(Beginning of Source records)

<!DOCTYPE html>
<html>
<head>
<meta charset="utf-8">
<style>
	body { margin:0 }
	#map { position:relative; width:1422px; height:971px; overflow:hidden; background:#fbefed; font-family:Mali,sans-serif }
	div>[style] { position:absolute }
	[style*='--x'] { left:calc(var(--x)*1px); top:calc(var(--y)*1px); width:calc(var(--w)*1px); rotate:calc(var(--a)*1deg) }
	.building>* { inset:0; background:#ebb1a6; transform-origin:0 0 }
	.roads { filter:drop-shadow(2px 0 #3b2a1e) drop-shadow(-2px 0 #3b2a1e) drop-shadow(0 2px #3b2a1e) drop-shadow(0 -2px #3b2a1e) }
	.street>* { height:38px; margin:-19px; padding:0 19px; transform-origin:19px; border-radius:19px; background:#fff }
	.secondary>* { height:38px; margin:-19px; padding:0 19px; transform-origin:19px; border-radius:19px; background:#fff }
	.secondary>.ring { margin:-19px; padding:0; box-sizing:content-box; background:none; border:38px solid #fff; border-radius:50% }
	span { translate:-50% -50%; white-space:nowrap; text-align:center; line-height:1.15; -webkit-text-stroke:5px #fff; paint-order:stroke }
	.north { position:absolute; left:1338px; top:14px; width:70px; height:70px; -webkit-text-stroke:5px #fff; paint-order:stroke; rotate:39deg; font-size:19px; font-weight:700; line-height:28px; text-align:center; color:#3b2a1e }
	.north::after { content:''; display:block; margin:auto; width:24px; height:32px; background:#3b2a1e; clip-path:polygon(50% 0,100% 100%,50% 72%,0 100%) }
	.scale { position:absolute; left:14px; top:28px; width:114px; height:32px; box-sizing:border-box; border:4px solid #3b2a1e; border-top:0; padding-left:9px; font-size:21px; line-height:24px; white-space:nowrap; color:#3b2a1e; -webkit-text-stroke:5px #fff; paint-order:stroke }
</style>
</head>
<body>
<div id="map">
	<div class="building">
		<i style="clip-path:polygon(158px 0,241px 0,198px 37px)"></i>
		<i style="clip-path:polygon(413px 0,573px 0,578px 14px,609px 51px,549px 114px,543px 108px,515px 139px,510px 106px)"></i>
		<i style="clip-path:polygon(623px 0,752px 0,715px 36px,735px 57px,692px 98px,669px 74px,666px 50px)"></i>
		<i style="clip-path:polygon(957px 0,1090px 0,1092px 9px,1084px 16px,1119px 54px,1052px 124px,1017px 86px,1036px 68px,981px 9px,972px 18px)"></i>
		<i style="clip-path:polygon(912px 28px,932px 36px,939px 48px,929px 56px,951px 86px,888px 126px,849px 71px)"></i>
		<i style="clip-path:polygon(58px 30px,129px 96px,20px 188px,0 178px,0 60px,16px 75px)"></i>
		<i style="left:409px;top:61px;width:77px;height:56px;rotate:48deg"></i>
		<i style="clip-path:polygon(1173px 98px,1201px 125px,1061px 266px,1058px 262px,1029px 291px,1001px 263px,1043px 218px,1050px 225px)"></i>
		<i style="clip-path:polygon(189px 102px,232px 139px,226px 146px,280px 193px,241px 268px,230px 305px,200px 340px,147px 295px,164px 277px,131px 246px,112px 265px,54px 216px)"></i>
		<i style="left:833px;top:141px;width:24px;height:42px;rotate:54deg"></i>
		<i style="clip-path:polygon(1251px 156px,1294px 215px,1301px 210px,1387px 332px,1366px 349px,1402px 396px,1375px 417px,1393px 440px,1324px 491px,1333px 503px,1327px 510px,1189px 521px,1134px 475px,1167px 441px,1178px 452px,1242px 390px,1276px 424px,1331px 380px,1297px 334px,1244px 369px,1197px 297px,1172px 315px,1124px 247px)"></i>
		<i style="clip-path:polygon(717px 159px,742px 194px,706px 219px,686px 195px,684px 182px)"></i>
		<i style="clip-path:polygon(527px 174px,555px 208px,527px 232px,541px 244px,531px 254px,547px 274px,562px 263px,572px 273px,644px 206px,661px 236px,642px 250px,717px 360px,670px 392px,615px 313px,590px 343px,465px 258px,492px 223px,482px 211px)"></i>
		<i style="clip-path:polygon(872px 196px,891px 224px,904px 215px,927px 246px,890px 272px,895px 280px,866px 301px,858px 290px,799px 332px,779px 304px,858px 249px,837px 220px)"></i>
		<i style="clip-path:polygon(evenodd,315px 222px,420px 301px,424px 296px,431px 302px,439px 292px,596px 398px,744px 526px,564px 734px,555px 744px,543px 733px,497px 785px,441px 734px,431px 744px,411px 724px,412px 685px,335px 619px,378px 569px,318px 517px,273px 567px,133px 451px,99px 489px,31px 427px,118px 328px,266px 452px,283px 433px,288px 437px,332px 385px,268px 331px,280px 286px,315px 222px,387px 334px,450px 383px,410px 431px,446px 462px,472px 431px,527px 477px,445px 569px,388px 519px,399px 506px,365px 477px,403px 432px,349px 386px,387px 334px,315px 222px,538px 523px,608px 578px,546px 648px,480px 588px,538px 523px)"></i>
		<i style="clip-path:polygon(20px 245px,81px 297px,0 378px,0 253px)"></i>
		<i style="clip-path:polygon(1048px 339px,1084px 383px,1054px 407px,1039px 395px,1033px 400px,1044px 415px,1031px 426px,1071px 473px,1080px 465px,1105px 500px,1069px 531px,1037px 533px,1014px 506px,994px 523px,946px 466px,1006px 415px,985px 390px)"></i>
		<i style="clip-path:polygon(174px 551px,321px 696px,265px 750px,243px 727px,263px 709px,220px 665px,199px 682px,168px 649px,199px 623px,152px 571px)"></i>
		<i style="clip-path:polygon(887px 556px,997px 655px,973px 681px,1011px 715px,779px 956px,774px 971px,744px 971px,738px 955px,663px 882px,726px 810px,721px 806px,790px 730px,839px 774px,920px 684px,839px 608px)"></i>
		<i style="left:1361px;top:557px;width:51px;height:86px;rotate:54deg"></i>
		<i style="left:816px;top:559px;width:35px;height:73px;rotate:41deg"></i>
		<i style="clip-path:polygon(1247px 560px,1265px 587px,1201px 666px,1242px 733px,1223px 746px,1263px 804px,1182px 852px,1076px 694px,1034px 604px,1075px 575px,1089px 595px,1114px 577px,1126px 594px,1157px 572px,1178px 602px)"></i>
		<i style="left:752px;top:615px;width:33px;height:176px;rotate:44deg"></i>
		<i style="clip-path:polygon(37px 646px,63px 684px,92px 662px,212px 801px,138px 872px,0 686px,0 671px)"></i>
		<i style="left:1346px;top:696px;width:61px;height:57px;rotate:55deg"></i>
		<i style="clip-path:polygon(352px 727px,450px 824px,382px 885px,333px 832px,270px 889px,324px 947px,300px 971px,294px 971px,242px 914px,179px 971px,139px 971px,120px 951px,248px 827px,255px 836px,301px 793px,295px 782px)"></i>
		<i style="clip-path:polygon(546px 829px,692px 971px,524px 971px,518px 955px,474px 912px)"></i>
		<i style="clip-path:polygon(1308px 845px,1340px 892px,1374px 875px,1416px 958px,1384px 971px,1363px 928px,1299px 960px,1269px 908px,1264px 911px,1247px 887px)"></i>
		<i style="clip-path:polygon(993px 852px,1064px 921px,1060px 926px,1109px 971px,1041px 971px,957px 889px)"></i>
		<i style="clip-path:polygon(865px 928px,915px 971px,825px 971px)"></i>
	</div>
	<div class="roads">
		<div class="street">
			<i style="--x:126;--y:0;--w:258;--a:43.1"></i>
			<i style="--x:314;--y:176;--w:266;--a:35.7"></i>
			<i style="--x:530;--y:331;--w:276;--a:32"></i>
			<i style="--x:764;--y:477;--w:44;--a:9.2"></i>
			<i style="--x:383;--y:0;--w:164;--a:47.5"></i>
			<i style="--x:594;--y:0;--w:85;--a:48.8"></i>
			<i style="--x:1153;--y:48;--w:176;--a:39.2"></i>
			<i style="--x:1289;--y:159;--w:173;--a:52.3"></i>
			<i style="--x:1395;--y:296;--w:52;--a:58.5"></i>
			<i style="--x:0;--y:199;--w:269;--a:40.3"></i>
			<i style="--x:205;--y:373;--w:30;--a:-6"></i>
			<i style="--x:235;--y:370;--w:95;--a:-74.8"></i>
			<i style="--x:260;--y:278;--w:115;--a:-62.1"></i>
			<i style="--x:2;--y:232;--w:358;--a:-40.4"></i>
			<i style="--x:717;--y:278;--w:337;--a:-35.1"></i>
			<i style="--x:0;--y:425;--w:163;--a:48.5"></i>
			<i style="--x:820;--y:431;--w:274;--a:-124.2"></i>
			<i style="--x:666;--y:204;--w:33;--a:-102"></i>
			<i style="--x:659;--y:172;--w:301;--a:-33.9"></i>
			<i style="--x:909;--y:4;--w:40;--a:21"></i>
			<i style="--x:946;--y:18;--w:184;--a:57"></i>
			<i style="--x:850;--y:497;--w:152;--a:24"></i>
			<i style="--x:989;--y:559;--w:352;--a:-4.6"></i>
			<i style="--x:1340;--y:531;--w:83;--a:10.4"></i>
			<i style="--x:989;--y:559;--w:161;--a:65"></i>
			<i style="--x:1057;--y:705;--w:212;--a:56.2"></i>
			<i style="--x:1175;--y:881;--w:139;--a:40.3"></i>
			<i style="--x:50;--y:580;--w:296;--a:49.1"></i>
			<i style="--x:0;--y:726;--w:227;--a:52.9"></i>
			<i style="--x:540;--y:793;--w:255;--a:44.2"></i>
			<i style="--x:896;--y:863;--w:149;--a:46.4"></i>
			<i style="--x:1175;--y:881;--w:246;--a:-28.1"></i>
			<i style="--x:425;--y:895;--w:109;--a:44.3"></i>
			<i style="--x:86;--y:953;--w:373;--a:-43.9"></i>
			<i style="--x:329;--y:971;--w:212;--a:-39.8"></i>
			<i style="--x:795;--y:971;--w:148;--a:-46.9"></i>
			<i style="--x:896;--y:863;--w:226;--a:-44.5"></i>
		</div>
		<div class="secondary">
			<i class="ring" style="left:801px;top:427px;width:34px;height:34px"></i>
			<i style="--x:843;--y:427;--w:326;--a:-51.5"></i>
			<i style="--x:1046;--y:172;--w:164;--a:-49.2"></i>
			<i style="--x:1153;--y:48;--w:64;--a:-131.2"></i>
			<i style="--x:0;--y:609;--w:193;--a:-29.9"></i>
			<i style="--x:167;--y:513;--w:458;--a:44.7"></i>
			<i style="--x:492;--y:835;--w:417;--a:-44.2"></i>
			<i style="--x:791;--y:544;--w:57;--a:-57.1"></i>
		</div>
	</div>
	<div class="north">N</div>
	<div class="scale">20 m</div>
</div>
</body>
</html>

(End of Source records)

→ **What this task involves**
Please return the lines above exactly, from the first one down to the line with "filter:drop-shadow(2px 0 #3b2a1e)", and stop after that line.

→ **Your solution**
<!DOCTYPE html>
<html>
<head>
<meta charset="utf-8">
<style>
	body { margin:0 }
	#map { position:relative; width:1422px; height:971px; overflow:hidden; background:#fbefed; font-family:Mali,sans-serif }
	div>[style] { position:absolute }
	[style*='--x'] { left:calc(var(--x)*1px); top:calc(var(--y)*1px); width:calc(var(--w)*1px); rotate:calc(var(--a)*1deg) }
	.building>* { inset:0; background:#ebb1a6; transform-origin:0 0 }
	.roads { filter:drop-shadow(2px 0 #3b2a1e) drop-shadow(-2px 0 #3b2a1e) drop-shadow(0 2px #3b2a1e) drop-shadow(0 -2px #3b2a1e) }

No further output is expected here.